Wandern rund um Papstdorf – Gohrisch
Eine Tour über die zwei Tafelberge Papststein und Gohrisch (Stein)
Los ging es an einem herrlichen Herbsttag vom Parkplatz in Papstdorf vorbei am Damwildgehege zum Papststein – immer dem roten Punkt folgend. Der Aufstieg erfolgt zuerst bequem über breite Stufen, später auch über Leitern zwischen den Felsen.
Auf dem 452 m hohen Tafelberg entschädigt ein fantastischer Panoramablick bis zu den Dresdner Elbhängen und in die Bömische Schweiz. Die Berggaststätte lädt den Erschöpften zu einer Rast.
Weiter geht es nun mit dem Abstieg über Eisenstufen und Treppen. Nach Überqueren der Straße stehen wir direkt unterhalb des Gohrisch. Ein Bodenlehrpfad führt um den Stein herum, direkt vor uns die Tafel des Specksteinstollens. Wir jedoch wollen hinauf und so heißt es wieder Treppensteigen. Erst bequem, dann steil über Holz- und Steinstufen, wir kennen das schon.

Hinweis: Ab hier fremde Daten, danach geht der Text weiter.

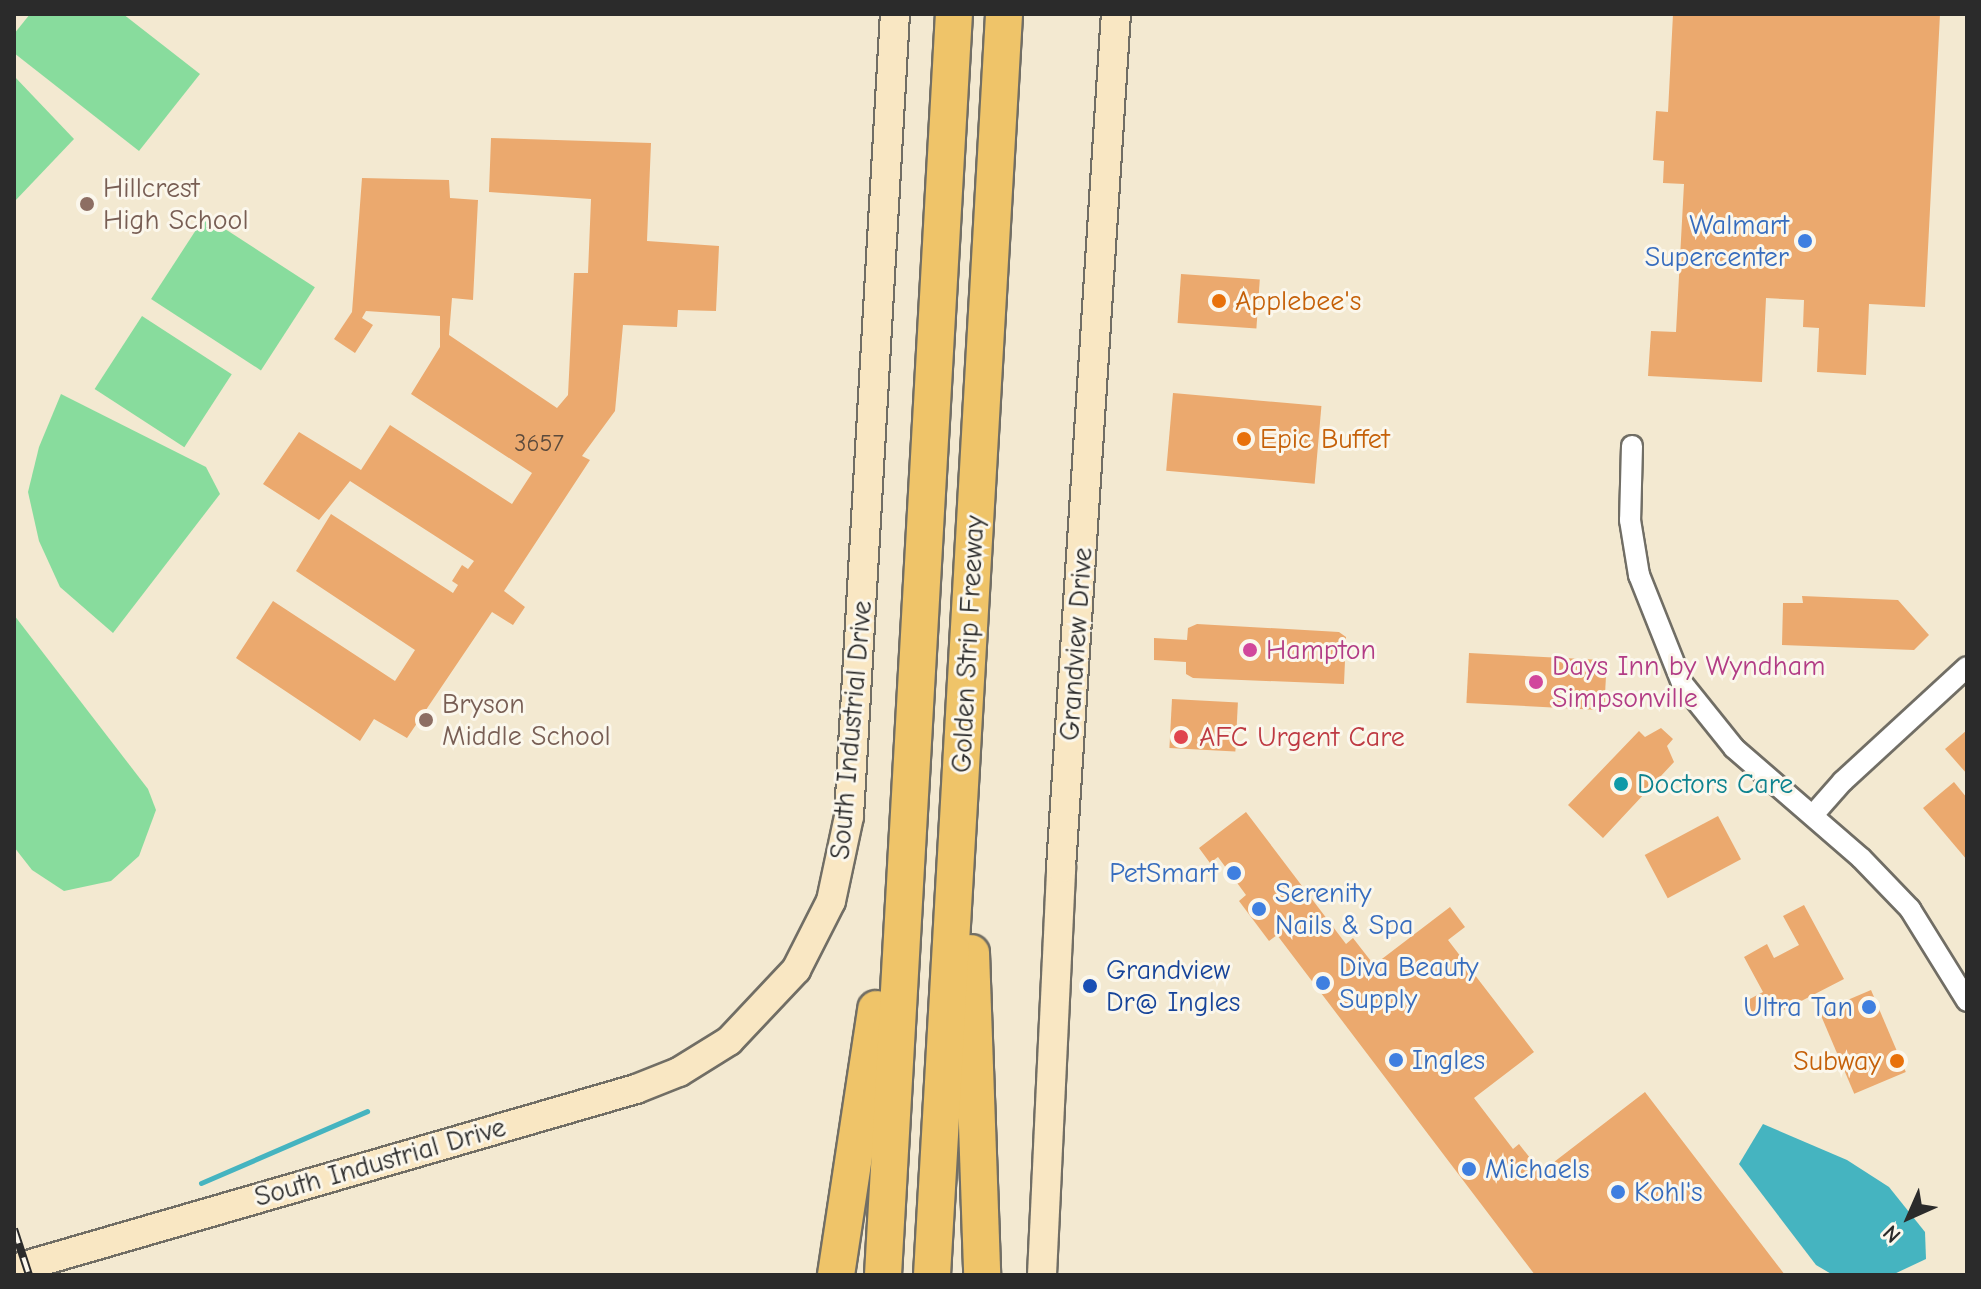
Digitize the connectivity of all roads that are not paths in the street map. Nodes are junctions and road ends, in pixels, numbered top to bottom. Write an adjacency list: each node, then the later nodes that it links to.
1 (895, 14): 11 (street, South Industrial Drive)
2 (954, 14): 7 (highway, Golden Strip Freeway)
3 (1004, 14): 8 (highway, Golden Strip Freeway)
4 (1116, 14): 16 (street, Grandview Drive)
5 (1632, 446): 9 (street)
6 (1967, 667): 9 (street)
7 (914, 722): 12 (highway); 13 (highway, Golden Strip Freeway)
8 (963, 731): 14 (highway, Golden Strip Freeway); 15 (highway)
9 (1813, 815): 10 (street)
10 (1967, 1001)
11 (14, 1269)
12 (836, 1275)
13 (883, 1275)
14 (932, 1275)
15 (982, 1275)
16 (1042, 1275)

Auch dieser Tafelberg bietet mit seinen 448 m einen einmaligen Blick über das Land. In der Schutzhütte wird kurz Kraft geschöpft für den schwierigeren Abstieg über die Falkenschlucht. Den einfacheren kennen wir schon. Nun ja, die Holzleitern sind nichts für Höhenängstliche, aber sonst ist es gut zu schaffen. Unten angekommen geht es auf dem Muselweg zurück – gelber Strich.
Diesem folgen wir bis zum Kirchsteig, wenden uns also nach links und folgen bis Papstdorf dem roten Strich.
Für diese Wanderung ist unbedingt festes Schuhwerk und Trittsicherheit erforderlich. Vorsicht ist auch bei Nässe und Glätte geboten. Bei Einhalten einfacher Wanderregeln ist diese Tour jedoch ein wunderbarer Ausflug in die faszinierende Steinwelt der Sächsischen Schweiz.